The dishes the boys had cooked during their practice sessions looked beautiful, and what I’d tried tasted pretty amazing. But just as Silverton came to this meal worrying about the euphemisms she’d have to come up with, I was concerned about having to hear praise that would betray itself as little more than a pat on the head. Nonetheless this is getting ridiculous—five of the city’s leading chefs cleaning their plates, raving about the food, and as best as I can tell, meaning every word. Seeking shelter from the hosannas, I return to the kitchen. Sam asks how they like the meal. After I repeat some choice quotes, the boys are hugging each other and high-fiving.
“We should all stick together,” Sam says. “I don’t really want to graduate anymore.”
“I just want to cook for chefs,” Jon says.
“I just don’t want to go to school tomorrow,” Macklin says. “Let’s just open a restaurant.”
“Yeah,” Sam says. “Can we open a restaurant now?”
“Hey,” says Henry, “we’re getting way ahead of ourselves.”
Tonight will be the culmination of their work together. Jon, though he’ll have two more years to decide, is thinking of skipping higher education, since it would be too big a detour from his goal of becoming a professional chef. This fall Macklin is bound for Bard College, in the Catskills, and Sam might take a year off to travel before beginning at Reed College, in Oregon. They may still end up opening restaurants, or they’ll be pulled away by fresh possibilities. Jon will be getting his driver’s license soon, able to transport himself to a new restaurant job—wherever it may be—on weekends. But it seems certain that none of the chefs they’ve worked under or might work under, and none of the other friends they’ve made or will make, are likely to have nearly the same impact on their creative growth as they’ve had on each other.
The next dish—hay-roasted pork medallions with coleslaw, minimalist barbecue sauce, and mahogany-tinged roasted potatoes on a cat-eye-shaped plate—seems to flow right out of them. So too the whiskey-tangerine-nutmeg palate cleanser and the hazelnut streusel with coffee soil, hay ice cream, and caramel broth. In the dining room Fraser admires the spare Scandinavian beauty of the final course: pear sorbet, sponge cake, apricot puree, lemongrass, lemon rind, and chamomile gel. “This,” he says, “is the essence of winter. It’s kind of stoic. Like if Ingmar Bergman made a dessert, this is what it would taste like, right?”
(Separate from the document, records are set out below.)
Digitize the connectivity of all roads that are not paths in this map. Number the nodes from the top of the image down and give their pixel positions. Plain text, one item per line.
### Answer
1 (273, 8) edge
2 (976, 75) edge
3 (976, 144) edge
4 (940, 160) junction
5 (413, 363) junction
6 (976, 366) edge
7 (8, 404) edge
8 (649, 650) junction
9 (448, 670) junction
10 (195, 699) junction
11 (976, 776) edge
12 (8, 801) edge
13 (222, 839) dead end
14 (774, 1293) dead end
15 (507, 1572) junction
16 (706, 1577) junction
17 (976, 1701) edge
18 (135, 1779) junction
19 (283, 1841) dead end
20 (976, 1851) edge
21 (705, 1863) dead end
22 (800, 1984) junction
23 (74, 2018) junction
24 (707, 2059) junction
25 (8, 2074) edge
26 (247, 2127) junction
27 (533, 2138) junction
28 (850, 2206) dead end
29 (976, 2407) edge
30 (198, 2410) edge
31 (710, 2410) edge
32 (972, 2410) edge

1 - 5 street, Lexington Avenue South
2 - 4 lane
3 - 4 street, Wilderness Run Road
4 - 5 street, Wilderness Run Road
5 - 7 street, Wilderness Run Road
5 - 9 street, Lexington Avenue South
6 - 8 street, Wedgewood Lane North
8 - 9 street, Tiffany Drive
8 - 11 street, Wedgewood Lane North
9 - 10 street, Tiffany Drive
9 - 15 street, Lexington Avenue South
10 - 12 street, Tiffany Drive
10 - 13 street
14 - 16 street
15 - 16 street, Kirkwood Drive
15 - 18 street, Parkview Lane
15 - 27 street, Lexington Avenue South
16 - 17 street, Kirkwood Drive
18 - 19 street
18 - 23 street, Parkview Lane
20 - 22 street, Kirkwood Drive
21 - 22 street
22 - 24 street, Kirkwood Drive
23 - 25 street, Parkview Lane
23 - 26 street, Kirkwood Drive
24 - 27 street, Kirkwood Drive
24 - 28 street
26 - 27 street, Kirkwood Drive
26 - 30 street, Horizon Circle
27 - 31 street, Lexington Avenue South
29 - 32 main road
“I’m glad that there is one smart person at this table,” says Shook.
Tentatively the teen chefs peek in, then pull up a few chairs.
“You’re the calmest cooks I’ve ever seen,” Silverton says. “We think you did…”
“An amazing job,” says Shook.
“To cook a fish perfectly,” says Lefebvre, “or do a sweetbread perfectly, or cook pork perfectly—that’s not easy.”
“Everyone at this table was so blown away by the technique that you guys put into the dishes,” says Dotolo, “and the thoughtfulness of them all—even though we all taste the food differently. If you stay in this business, it will constantly happen where some people taste something and they might love it, and some people might hate it, especially if you guys are taking risks, which you’re obviously doing, which is cool. Definitely don’t stop doing that.”
“We all said that we could have been eating at anyone’s restaurant as a contemporary,” says Silverton. “Anywhere, easily…”
“Now we’re going to do one of the most embarrassing things,” says Shook. “The applause.
Slumped in their chairs or over the table, the Samacon chefs absorb it all, exhilarated but beyond exhaustion, their faces still flushed after the clapping dies down. “So,” says Macklin, grinning at the dinner party. “Now are you guys going to cook for us?”